While computing performance has always dominated the design landscape, it is now just one of many factors, such as moving and accessing the increasing amount of data generated by sensors and AI/ML. "HBMs are one of the cornerstones of AI/ML chips, and that's where our industry is headed," Darbari said. "If you look at the broader scope of design complexity, beyond PPA, security, and confidentiality, we should note that in the era of hundreds of cores and AI/ML on a single chip, we are revisiting the design challenges of high-performance computing while minimizing the power footprint, as well as optimizing arithmetic (fixed-point/floating-point) data formatting and correctness. Moving data faster at low power consumption, using high-performance NoCs, introduces deadlock and livelock challenges for designers. The RISC-V architecture opens the door for anyone to design a processor, which has led to clever designs that can be used as both CPUs and GPUs, but the design complexity base around PPA, security, confidentiality, and deadlocks, livelocks, and compute and memory-intensive optimizations will be as relevant for RISC-V as they were before the RISC-V era. Over the past six years, a significant amount of work has been devoted to establishing RISC-V microarchitecture implementations for compliance with the RISC-V instruction set architecture (ISA), using simulations for startup testing and formal methods to mathematically prove compliance. RISC-V validation, especially for low-power, multi-core processors, will open a Pandora's box of verification challenges, as not many design houses have the same level of verification capabilities as more established companies. The Wilson Research report suggests that for ASICs, 74% of design surveys have one or more processor cores, 52% have two or more cores, and 15% have eight or more processor cores – we've seen more of this in our experience deploying formal verification. "

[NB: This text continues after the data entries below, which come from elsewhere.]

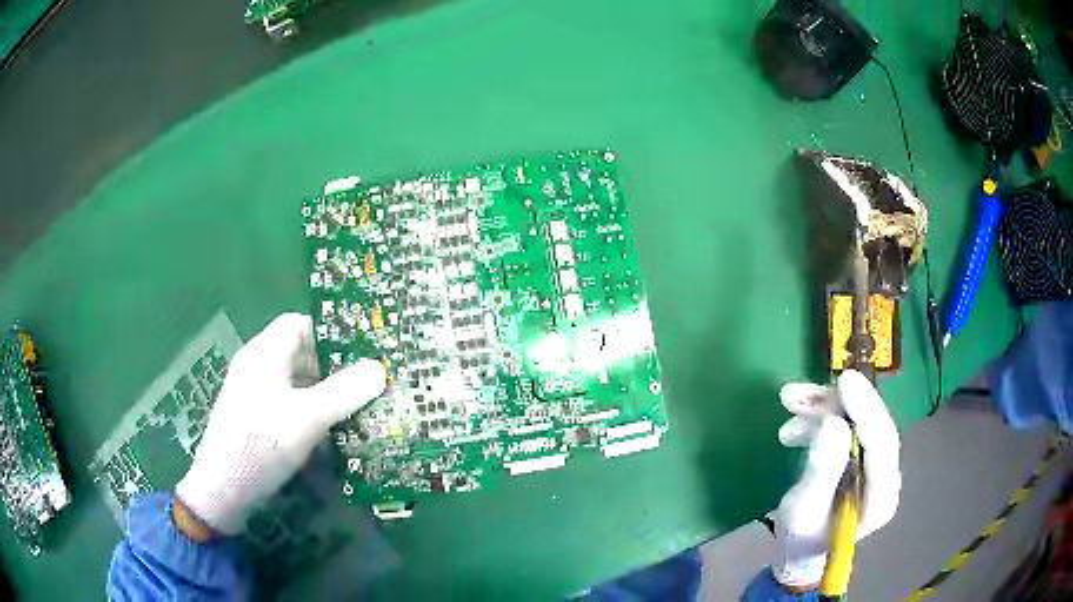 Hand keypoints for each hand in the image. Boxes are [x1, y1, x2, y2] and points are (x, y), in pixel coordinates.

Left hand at [174, 313, 385, 534]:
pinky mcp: (254, 420)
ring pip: (295, 383)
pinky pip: (287, 406)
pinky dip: (309, 413)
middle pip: (299, 354)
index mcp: (265, 353)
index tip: (361, 353)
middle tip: (367, 385)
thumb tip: (379, 368)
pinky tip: (329, 435)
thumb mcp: (307, 418)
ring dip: (323, 394)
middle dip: (333, 368)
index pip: (300, 324)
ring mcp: (253, 395)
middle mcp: (257, 367)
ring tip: (356, 410)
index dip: (330, 334)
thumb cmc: (262, 444)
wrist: (223, 489)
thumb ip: (344, 392)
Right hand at [770, 370, 900, 588]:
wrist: (798, 552)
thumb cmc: (799, 539)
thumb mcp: (803, 510)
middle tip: (801, 392)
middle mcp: (886, 475)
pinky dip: (821, 415)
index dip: (866, 410)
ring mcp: (875, 465)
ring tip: (788, 402)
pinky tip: (795, 418)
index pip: (882, 445)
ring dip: (823, 408)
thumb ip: (821, 470)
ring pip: (857, 420)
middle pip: (871, 426)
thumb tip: (833, 423)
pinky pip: (847, 425)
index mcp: (881, 497)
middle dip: (837, 404)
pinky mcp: (862, 457)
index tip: (844, 382) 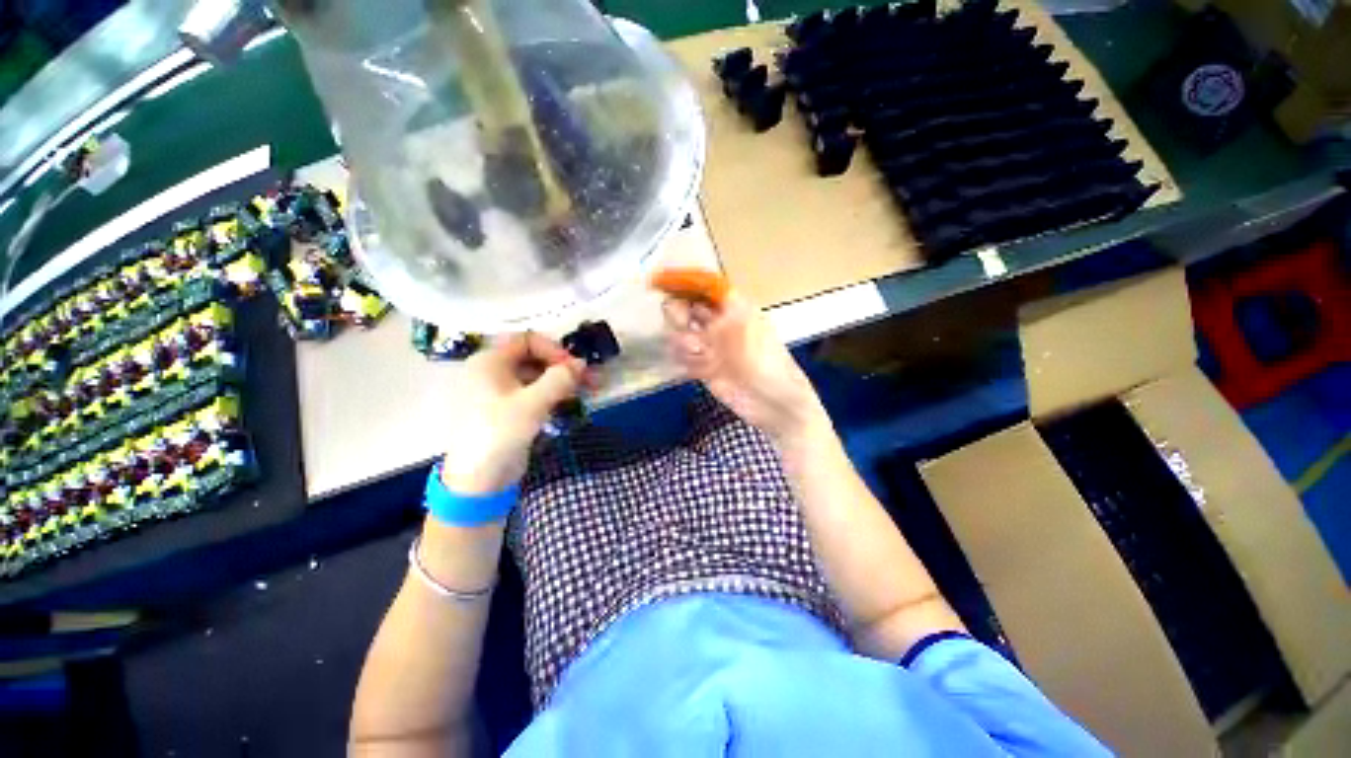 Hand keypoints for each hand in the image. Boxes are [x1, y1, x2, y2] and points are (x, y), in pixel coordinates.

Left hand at [441, 333, 587, 494]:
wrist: (479, 480)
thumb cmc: (500, 433)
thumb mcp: (533, 403)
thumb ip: (559, 379)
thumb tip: (580, 363)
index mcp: (489, 361)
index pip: (527, 340)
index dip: (554, 350)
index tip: (574, 368)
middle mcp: (493, 371)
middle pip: (534, 358)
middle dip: (564, 367)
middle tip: (591, 380)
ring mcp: (500, 392)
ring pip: (537, 377)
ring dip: (563, 381)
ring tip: (589, 391)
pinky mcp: (509, 410)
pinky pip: (534, 393)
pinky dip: (554, 395)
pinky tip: (572, 402)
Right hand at [663, 292, 827, 444]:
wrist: (775, 405)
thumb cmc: (767, 362)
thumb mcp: (748, 328)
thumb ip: (720, 311)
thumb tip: (696, 296)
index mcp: (734, 309)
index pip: (704, 288)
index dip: (683, 282)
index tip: (660, 281)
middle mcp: (720, 325)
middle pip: (687, 309)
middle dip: (678, 313)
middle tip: (683, 325)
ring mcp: (711, 348)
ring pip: (681, 333)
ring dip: (680, 340)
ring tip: (696, 353)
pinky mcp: (704, 370)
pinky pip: (683, 358)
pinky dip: (682, 359)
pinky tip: (695, 367)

Ways to solve complexity challenges

Solve complexity challenges with an automated and abstracted approach that continuously builds on previous generation capabilities.

"Over time, more and more trade-offs and optimizations are embedded into EDA tools, so users can provide fewer complex 'intent' commands and let the tools do the hard and tedious work," says Siemens' Press. "Innovation is necessary to deal with some of the complexities, such as how to communicate between devices and sort data. In the testing community, scanning is a way to translate a design into shift registers and combinatorial logic. Scans make automated test pattern generation possible, so EDA tools can generate high-quality test patterns without the need for someone to understand the functional design. As data and test times become too large, embedded compression is used to improve efficiency. ”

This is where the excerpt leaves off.